Si è concluso con una sentenza di assoluzione il procedimento penale che vedeva imputata C.G., 58 anni, di Catanzaro, accusata di concorso nel reato di truffa aggravata in relazione ad alcune compravendite avvenute attraverso una piattaforma online.
Secondo l’ipotesi accusatoria, la donna sarebbe stata coinvolta nella vendita di beni sul marketplace di Facebook. In particolare, l’accusa sosteneva che i pagamenti effettuati dalla persona offesa fosse stato accreditato su una carta Postepay a lei intestata, senza che il bene acquistato venisse successivamente consegnato. Operazione ripetuta in più occasioni.
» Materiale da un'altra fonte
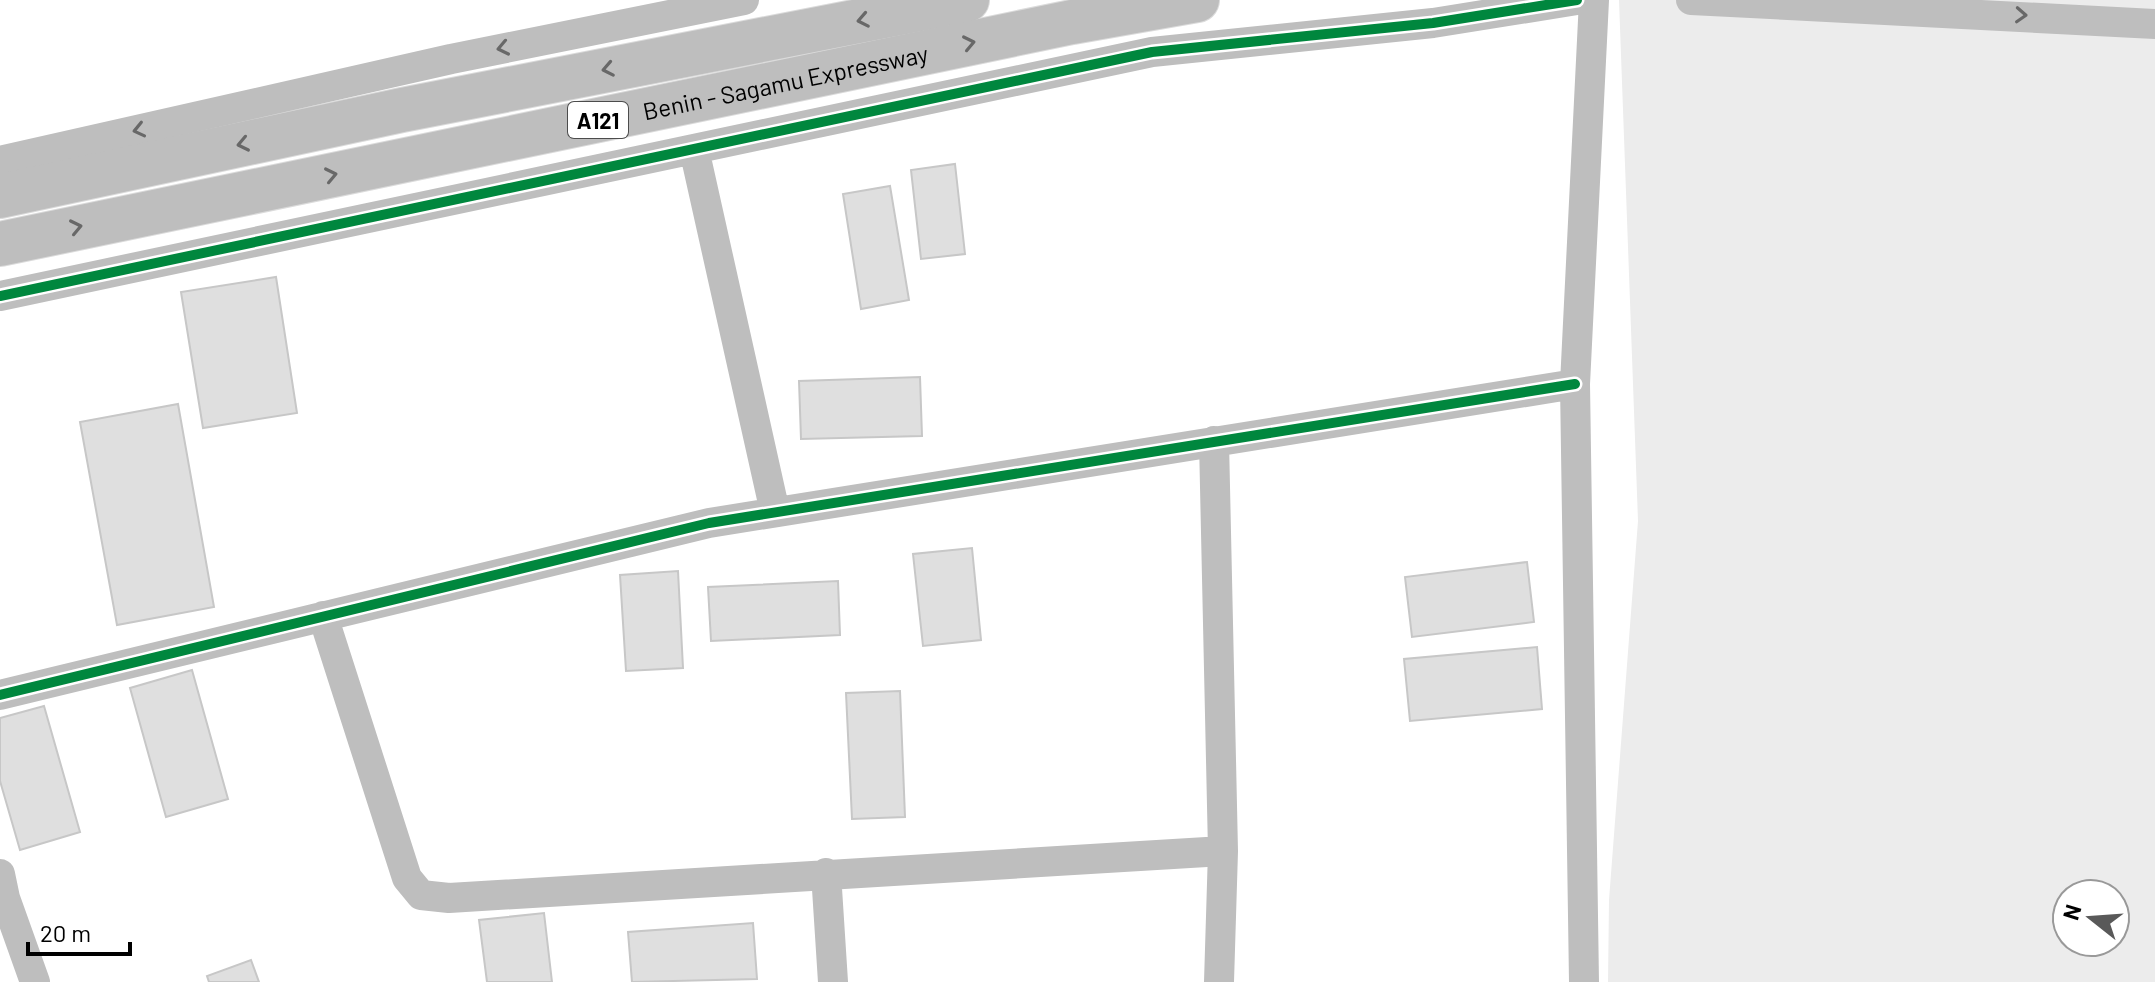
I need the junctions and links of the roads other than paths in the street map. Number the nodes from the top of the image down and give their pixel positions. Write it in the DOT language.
graph roads {
  1 [pos="744,0"];
  2 [pos="967,0"];
  3 [pos="1197,0"];
  4 [pos="1577,0"];
  5 [pos="1594,0"];
  6 [pos="1691,0"];
  7 [pos="695,4"];
  8 [pos="1070,11"];
  9 [pos="2155,24"];
  10 [pos="705,51"];
  11 [pos="694,149"];
  12 [pos="0,161"];
  13 [pos="0,196"];
  14 [pos="0,244"];
  15 [pos="0,296"];
  16 [pos="1575,384"];
  17 [pos="1214,441"];
  18 [pos="775,512"];
  19 [pos="323,616"];
  20 [pos="0,695"];
  21 [pos="1223,851"];
  22 [pos="826,873"];
  23 [pos="0,874"];
  24 [pos="35,982"];
  25 [pos="833,982"];
  26 [pos="1219,982"];
  27 [pos="1584,982"];
  1 -- 7 [label="street"];
  2 -- 10 [label="highway, A121, one-way"];
  3 -- 8 [label="highway, Benin - Sagamu Expressway / A121"];
  4 -- 11 [label="street"];
  5 -- 16 [label="street"];
  6 -- 9 [label="street, one-way"];
  7 -- 10 [label="street"];
  7 -- 12 [label="street, one-way"];
  14 -- 8 [label="highway, Benin - Sagamu Expressway / A121, one-way"];
  10 -- 13 [label="highway, A121, one-way"];
  11 -- 15 [label="street"];
  11 -- 18 [label="street"];
  16 -- 17 [label="street"];
  16 -- 27 [label="street"];
  17 -- 18 [label="street"];
  17 -- 21 [label="street"];
  18 -- 19 [label="street"];
  19 -- 20 [label="street"];
  19 -- 22 [label="street"];
  21 -- 22 [label="street"];
  21 -- 26 [label="street"];
  22 -- 25 [label="street"];
  23 -- 24 [label="street"];
}
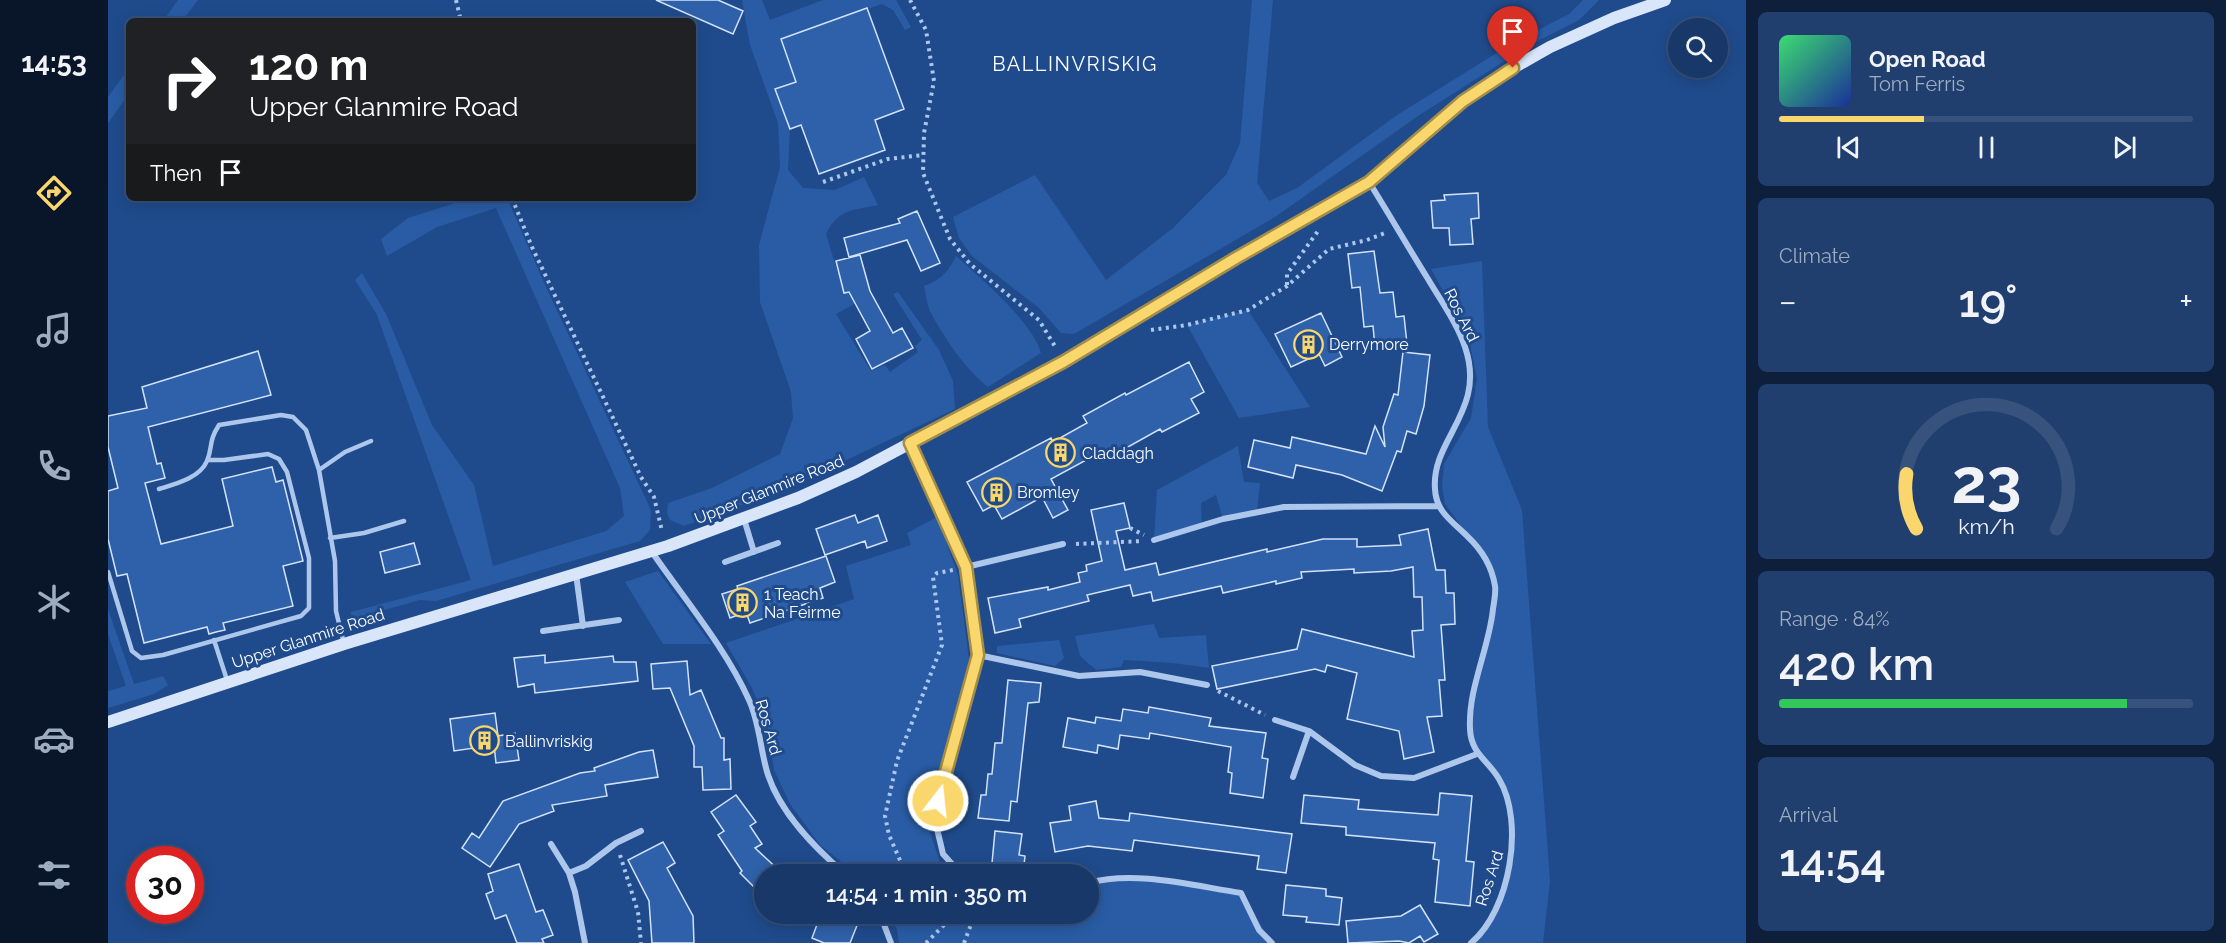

Da tali circostanze e dall’attività investigativa svolta dai carabinieri era scaturito il procedimento penale per il reato di truffa aggravata in concorso con altri soggetti.
La vicenda è stata esaminata dal Tribunale di Cosenza, che, al termine del giudizio celebrato dinanzi al giudice Vittoria Rosaria Calá, ha pronunciato sentenza di assoluzione nei confronti dell’imputata, ritenendo insussistenti i presupposti per affermarne la responsabilità penale.
La donna è stata assistita nel corso del procedimento dall’avvocato Frank Mario Santacroce del Foro di Catanzaro, che ha curato la difesa sin dalle prime fasi dell’inchiesta seguendo il processo fino alla definizione con esito favorevole per la propria assistita.
Con la decisione del Tribunale si chiude così una vicenda giudiziaria iniziata nel 2023 a seguito della denuncia relativa alle presunte truffe online e conclusasi con la sentenza favorevole all’imputata.